(Saved entries)
***
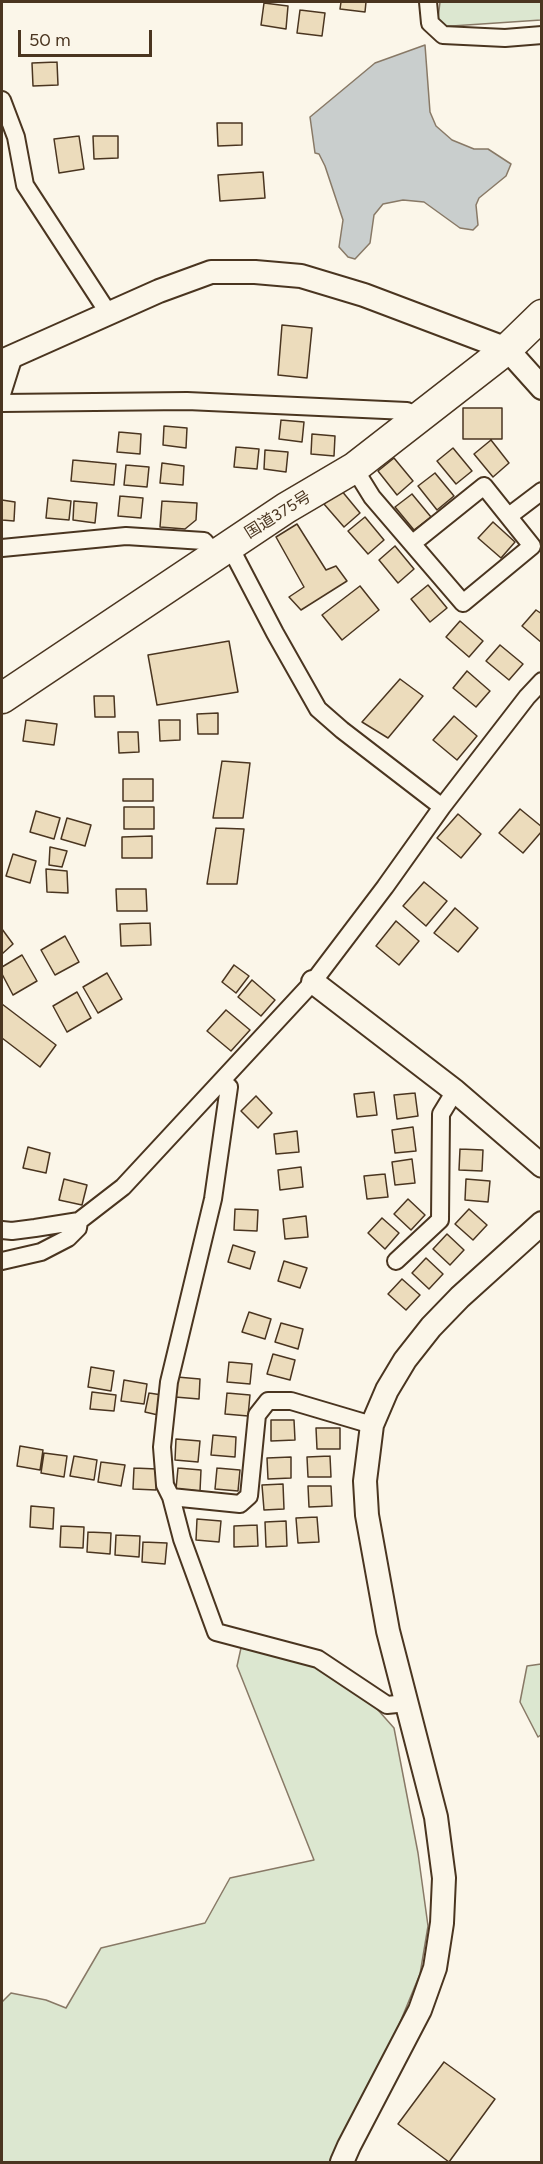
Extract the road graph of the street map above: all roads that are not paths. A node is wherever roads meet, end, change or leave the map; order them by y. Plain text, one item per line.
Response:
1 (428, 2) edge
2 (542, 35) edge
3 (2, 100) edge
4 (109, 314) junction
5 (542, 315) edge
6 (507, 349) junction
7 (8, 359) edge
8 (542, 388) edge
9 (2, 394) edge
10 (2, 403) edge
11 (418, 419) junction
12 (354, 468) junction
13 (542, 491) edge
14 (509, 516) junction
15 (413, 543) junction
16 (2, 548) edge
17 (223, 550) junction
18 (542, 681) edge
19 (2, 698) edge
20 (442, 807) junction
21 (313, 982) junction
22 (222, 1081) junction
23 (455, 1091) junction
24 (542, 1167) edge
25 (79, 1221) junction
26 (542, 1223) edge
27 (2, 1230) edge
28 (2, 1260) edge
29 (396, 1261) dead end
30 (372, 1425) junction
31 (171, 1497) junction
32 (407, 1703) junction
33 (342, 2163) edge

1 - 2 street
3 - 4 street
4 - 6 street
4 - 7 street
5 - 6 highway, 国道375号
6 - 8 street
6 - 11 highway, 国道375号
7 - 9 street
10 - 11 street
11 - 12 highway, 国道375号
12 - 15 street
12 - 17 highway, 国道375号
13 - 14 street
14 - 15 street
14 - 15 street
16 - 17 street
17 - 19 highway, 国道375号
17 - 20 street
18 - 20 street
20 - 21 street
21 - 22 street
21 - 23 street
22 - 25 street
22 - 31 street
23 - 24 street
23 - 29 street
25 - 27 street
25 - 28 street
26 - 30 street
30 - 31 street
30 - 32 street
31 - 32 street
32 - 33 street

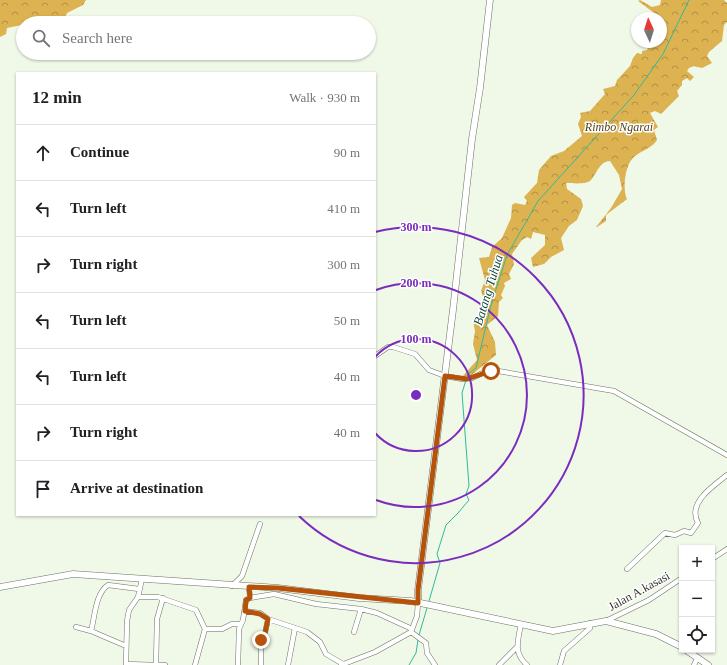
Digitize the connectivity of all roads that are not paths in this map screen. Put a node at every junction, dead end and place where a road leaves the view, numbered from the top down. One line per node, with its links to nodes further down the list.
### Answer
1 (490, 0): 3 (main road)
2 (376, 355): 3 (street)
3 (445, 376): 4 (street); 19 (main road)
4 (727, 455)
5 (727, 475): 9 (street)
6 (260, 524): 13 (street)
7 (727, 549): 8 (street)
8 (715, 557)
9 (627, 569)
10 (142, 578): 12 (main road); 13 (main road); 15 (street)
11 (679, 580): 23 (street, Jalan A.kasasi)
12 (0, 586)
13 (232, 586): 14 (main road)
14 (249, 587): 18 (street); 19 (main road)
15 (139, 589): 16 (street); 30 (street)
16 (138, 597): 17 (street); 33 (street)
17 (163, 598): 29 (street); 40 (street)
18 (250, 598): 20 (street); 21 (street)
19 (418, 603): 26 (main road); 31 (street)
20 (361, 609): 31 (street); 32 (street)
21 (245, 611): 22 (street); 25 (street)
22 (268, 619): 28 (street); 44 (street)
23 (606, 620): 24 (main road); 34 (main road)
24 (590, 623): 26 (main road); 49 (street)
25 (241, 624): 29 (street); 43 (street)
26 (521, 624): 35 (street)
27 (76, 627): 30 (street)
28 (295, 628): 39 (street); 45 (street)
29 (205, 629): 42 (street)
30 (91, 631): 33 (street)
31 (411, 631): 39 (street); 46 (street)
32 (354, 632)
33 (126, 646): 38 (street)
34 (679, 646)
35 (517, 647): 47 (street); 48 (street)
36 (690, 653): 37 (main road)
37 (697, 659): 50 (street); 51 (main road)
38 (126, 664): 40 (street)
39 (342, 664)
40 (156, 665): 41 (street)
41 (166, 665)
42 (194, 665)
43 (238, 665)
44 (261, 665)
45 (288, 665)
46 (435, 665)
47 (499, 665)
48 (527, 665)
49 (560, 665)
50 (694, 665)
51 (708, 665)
***
• Exercise
From the first line of the records down through the line containing "Digitize the connectivity", transcribe exactly those lines and no others, both ends kept, pictures dropped.

• Solved problem
Extract the road graph of the street map above: all roads that are not paths. A node is wherever roads meet, end, change or leave the map; order them by y. Plain text, one item per line.
Response:
1 (428, 2) edge
2 (542, 35) edge
3 (2, 100) edge
4 (109, 314) junction
5 (542, 315) edge
6 (507, 349) junction
7 (8, 359) edge
8 (542, 388) edge
9 (2, 394) edge
10 (2, 403) edge
11 (418, 419) junction
12 (354, 468) junction
13 (542, 491) edge
14 (509, 516) junction
15 (413, 543) junction
16 (2, 548) edge
17 (223, 550) junction
18 (542, 681) edge
19 (2, 698) edge
20 (442, 807) junction
21 (313, 982) junction
22 (222, 1081) junction
23 (455, 1091) junction
24 (542, 1167) edge
25 (79, 1221) junction
26 (542, 1223) edge
27 (2, 1230) edge
28 (2, 1260) edge
29 (396, 1261) dead end
30 (372, 1425) junction
31 (171, 1497) junction
32 (407, 1703) junction
33 (342, 2163) edge

1 - 2 street
3 - 4 street
4 - 6 street
4 - 7 street
5 - 6 highway, 国道375号
6 - 8 street
6 - 11 highway, 国道375号
7 - 9 street
10 - 11 street
11 - 12 highway, 国道375号
12 - 15 street
12 - 17 highway, 国道375号
13 - 14 street
14 - 15 street
14 - 15 street
16 - 17 street
17 - 19 highway, 国道375号
17 - 20 street
18 - 20 street
20 - 21 street
21 - 22 street
21 - 23 street
22 - 25 street
22 - 31 street
23 - 24 street
23 - 29 street
25 - 27 street
25 - 28 street
26 - 30 street
30 - 31 street
30 - 32 street
31 - 32 street
32 - 33 street

Digitize the connectivity of all roads that are not paths in this map screen. Put a node at every junction, dead end and place where a road leaves the view, numbered from the top down. One line per node, with its links to nodes further down the list.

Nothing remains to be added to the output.